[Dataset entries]
______

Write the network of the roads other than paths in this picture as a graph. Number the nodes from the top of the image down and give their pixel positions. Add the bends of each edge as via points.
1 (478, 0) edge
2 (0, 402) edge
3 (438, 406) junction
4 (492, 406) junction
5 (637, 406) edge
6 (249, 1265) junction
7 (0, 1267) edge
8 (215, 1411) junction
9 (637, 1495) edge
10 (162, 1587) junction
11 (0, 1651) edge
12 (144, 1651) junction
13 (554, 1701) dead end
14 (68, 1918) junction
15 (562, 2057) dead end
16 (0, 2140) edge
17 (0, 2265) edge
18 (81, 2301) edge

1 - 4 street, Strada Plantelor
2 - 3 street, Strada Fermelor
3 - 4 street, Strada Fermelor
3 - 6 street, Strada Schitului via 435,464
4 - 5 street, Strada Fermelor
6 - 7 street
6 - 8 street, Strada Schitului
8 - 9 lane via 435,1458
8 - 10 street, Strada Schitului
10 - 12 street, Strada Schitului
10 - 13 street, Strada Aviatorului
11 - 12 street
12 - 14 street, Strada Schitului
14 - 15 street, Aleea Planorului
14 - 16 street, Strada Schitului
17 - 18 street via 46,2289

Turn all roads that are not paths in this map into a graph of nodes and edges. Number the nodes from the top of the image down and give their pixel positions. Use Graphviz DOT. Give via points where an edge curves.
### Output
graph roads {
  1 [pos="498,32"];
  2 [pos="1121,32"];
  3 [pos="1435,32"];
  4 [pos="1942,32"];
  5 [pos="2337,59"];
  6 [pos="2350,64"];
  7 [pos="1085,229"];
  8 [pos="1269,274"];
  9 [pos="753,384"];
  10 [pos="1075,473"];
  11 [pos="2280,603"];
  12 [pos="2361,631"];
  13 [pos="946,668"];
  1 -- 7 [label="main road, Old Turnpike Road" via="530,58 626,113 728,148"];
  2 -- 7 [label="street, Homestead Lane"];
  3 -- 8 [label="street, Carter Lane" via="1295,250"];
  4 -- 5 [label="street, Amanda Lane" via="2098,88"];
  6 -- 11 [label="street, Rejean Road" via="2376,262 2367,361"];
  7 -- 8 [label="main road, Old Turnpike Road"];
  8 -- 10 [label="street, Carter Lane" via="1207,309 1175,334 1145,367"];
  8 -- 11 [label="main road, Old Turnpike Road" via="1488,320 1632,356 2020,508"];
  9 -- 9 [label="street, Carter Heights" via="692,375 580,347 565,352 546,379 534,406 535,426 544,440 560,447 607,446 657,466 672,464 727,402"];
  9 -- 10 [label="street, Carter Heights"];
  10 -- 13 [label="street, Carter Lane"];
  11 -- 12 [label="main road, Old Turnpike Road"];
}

______

▸ WHAT YOU NEED TO DO
The data must be given again in full. Keep every line identical.

▸ RESULT OF THE EXERCISE
Write the network of the roads other than paths in this picture as a graph. Number the nodes from the top of the image down and give their pixel positions. Add the bends of each edge as via points.
1 (478, 0) edge
2 (0, 402) edge
3 (438, 406) junction
4 (492, 406) junction
5 (637, 406) edge
6 (249, 1265) junction
7 (0, 1267) edge
8 (215, 1411) junction
9 (637, 1495) edge
10 (162, 1587) junction
11 (0, 1651) edge
12 (144, 1651) junction
13 (554, 1701) dead end
14 (68, 1918) junction
15 (562, 2057) dead end
16 (0, 2140) edge
17 (0, 2265) edge
18 (81, 2301) edge

1 - 4 street, Strada Plantelor
2 - 3 street, Strada Fermelor
3 - 4 street, Strada Fermelor
3 - 6 street, Strada Schitului via 435,464
4 - 5 street, Strada Fermelor
6 - 7 street
6 - 8 street, Strada Schitului
8 - 9 lane via 435,1458
8 - 10 street, Strada Schitului
10 - 12 street, Strada Schitului
10 - 13 street, Strada Aviatorului
11 - 12 street
12 - 14 street, Strada Schitului
14 - 15 street, Aleea Planorului
14 - 16 street, Strada Schitului
17 - 18 street via 46,2289

Turn all roads that are not paths in this map into a graph of nodes and edges. Number the nodes from the top of the image down and give their pixel positions. Use Graphviz DOT. Give via points where an edge curves.
### Output
graph roads {
  1 [pos="498,32"];
  2 [pos="1121,32"];
  3 [pos="1435,32"];
  4 [pos="1942,32"];
  5 [pos="2337,59"];
  6 [pos="2350,64"];
  7 [pos="1085,229"];
  8 [pos="1269,274"];
  9 [pos="753,384"];
  10 [pos="1075,473"];
  11 [pos="2280,603"];
  12 [pos="2361,631"];
  13 [pos="946,668"];
  1 -- 7 [label="main road, Old Turnpike Road" via="530,58 626,113 728,148"];
  2 -- 7 [label="street, Homestead Lane"];
  3 -- 8 [label="street, Carter Lane" via="1295,250"];
  4 -- 5 [label="street, Amanda Lane" via="2098,88"];
  6 -- 11 [label="street, Rejean Road" via="2376,262 2367,361"];
  7 -- 8 [label="main road, Old Turnpike Road"];
  8 -- 10 [label="street, Carter Lane" via="1207,309 1175,334 1145,367"];
  8 -- 11 [label="main road, Old Turnpike Road" via="1488,320 1632,356 2020,508"];
  9 -- 9 [label="street, Carter Heights" via="692,375 580,347 565,352 546,379 534,406 535,426 544,440 560,447 607,446 657,466 672,464 727,402"];
  9 -- 10 [label="street, Carter Heights"];
  10 -- 13 [label="street, Carter Lane"];
  11 -- 12 [label="main road, Old Turnpike Road"];
}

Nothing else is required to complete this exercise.